Igreja Católica passa a disponibilizar às autoridades civis testemunhos dos processos canónicos
O Papa Francisco decidiu abolir o segredo pontifício nos casos de violência sexual e de abuso de menores cometidos por clérigos, num decreto publicado hoje pelo Vaticano.
A decisão é acompanhada por outro decreto, que altera a norma relativa ao crime de pornografia infantil – inserido na categoria de ‘delicta graviora’, os crimes mais graves, no direito canónico-, à posse e difusão de imagens pornográficas, fazendo agora referência a menores de 18 anos de idade, em vez dos 14 anos, como acontecia até agora.
Um “rescrito” assinado pelo cardeal Pietro Parolin, Secretário de Estado do Vaticano, comunica que no último dia 4 de dezembro o Papa decidiu abolir o segredo pontifício sobre denúncias, processos e decisões relativas aos crimes mencionados no primeiro artigo do recente motu proprio “Vos estis lux mundi“, ou seja: casos de violência e de atos sexuais cometidos sob ameaça ou abuso de autoridade; casos de abuso de menores e de pessoas vulneráveis; casos de pornografia infantil; casos de não denúncia e cobertura dos abusadores, por parte de bispos e superiores gerais de institutos religiosos.
A nova instrução, adianta o Vaticano, especifica que “as informações devem ser tratadas de modo a garantir a segurança, a integridade e a confidencialidade”, conforme estabelecido no Código de Direito Canónico para tutelar “o bom nome, a imagem e a privacidade” das pessoas envolvidas.
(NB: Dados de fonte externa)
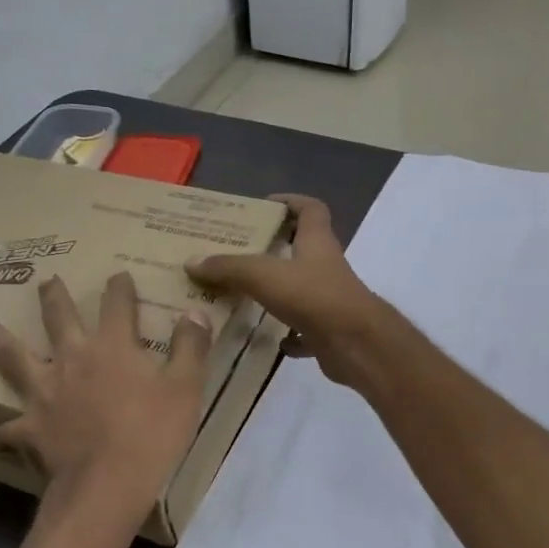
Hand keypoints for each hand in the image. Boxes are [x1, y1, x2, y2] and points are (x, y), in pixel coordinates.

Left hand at [0, 273, 211, 513]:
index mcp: (113, 348)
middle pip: (59, 319)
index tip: (118, 274)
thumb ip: (190, 347)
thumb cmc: (153, 434)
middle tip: (45, 280)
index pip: (117, 306)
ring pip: (13, 357)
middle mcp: (73, 360)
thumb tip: (195, 312)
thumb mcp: (186, 387)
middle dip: (54, 297)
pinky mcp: (31, 427)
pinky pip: (5, 427)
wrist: (109, 483)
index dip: (119, 288)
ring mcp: (46, 392)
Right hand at [187, 194, 390, 389]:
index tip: (265, 205)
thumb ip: (228, 267)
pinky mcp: (329, 330)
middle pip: (304, 248)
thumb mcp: (264, 275)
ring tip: (244, 295)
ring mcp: (330, 300)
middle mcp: (326, 266)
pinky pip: (305, 329)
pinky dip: (288, 333)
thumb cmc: (314, 297)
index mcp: (317, 242)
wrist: (356, 345)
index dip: (291, 202)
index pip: (311, 209)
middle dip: (276, 248)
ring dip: (278, 291)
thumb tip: (192, 261)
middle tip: (240, 251)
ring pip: (302, 289)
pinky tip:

Este “sigilo profissional”, lê-se na instrução, “não impede o cumprimento das obrigações estabelecidas em todos os lugares pelas leis estatais”, incluindo quaisquer obrigações de denúncia, “bem como a execução dos pedidos executivos das autoridades judiciais civis”.
As novas normas determinam que “não pode ser imposto algum vínculo de silêncio” às vítimas e às testemunhas.
O segundo rescrito, assinado pelo cardeal Parolin e pelo prefeito da Congregação para a Doutrina da Fé (Santa Sé), cardeal Luis Ladaria Ferrer, apresenta modificações a três artigos do motu proprio “Sacramentorum sanctitatis tutela” (de 2001, modificado em 2010 no pontificado de Bento XVI).
Além da mudança da idade para a definição de pornografia infantil, o Papa Francisco estabelece que, nos casos relativos a estes crimes mais graves, o papel de “advogado e procurador” também possa ser desempenhado por fiéis leigos, com doutoramento em Direito Canónico, e não apenas por sacerdotes.
Em fevereiro deste ano, o Papa apresentou no Vaticano um ‘roteiro’, em oito passos, para orientar o combate aos abusos sexuais na Igreja Católica, após uma cimeira global de quatro dias com responsáveis de episcopados e institutos religiosos.
“Nenhum abuso deve jamais ser encoberto (como era habitual no passado) e subestimado, pois a cobertura dos abusos favorece a propagação do mal e eleva o nível do escândalo”, referiu, no discurso conclusivo do evento, após a Missa celebrada na sala régia do Palácio apostólico.
O Papa falava perante os 190 participantes no final encontro sobre proteção de menores, que reuniu presidentes de Conferências Episcopais e chefes de Igrejas Orientais, superiores gerais de institutos religiosos, membros da Cúria Romana e do Conselho de Cardeais.
Francisco citou as ‘Boas Práticas’ formuladas, sob orientação da Organização Mundial da Saúde, para acabar com a violência contra as crianças, e do recente percurso legislativo da Igreja Católica.
O Papa determinou então que o crime de aquisição, posse ou divulgação de imagens pornográficas com menores de idade, inserido em 2010 entre os “delitos mais graves” para os membros do clero, no Direito Canónico, deixasse de fazer referência a “menores de 14 anos”, para “insistir na gravidade destes factos”.
Em entrevista ao portal do Vaticano, o arcebispo Charles Scicluna – secretário-adjunto da Congregação para a Doutrina da Fé e um dos principais colaboradores do Papa no combate aos abusos sexuais – fala numa “escolha histórica”, ajudando a que seja dada informação correta “à vítima e às comunidades”.
“É facilitada a possibilidade de uma colaboração mais concreta com o Estado, no sentido em que a diocese que tem a documentação já não está vinculada ao segredo pontifício e pode decidir – como deve – colaborar, transmitindo uma cópia da documentação também às autoridades civis”, exemplifica.
A lei do Vaticano para a proteção de menores e pessoas vulneráveis determina a obrigatoriedade de denúncia de casos de abusos, excetuando as situações ligadas ao “sigilo sacramental”, o chamado segredo de Confissão.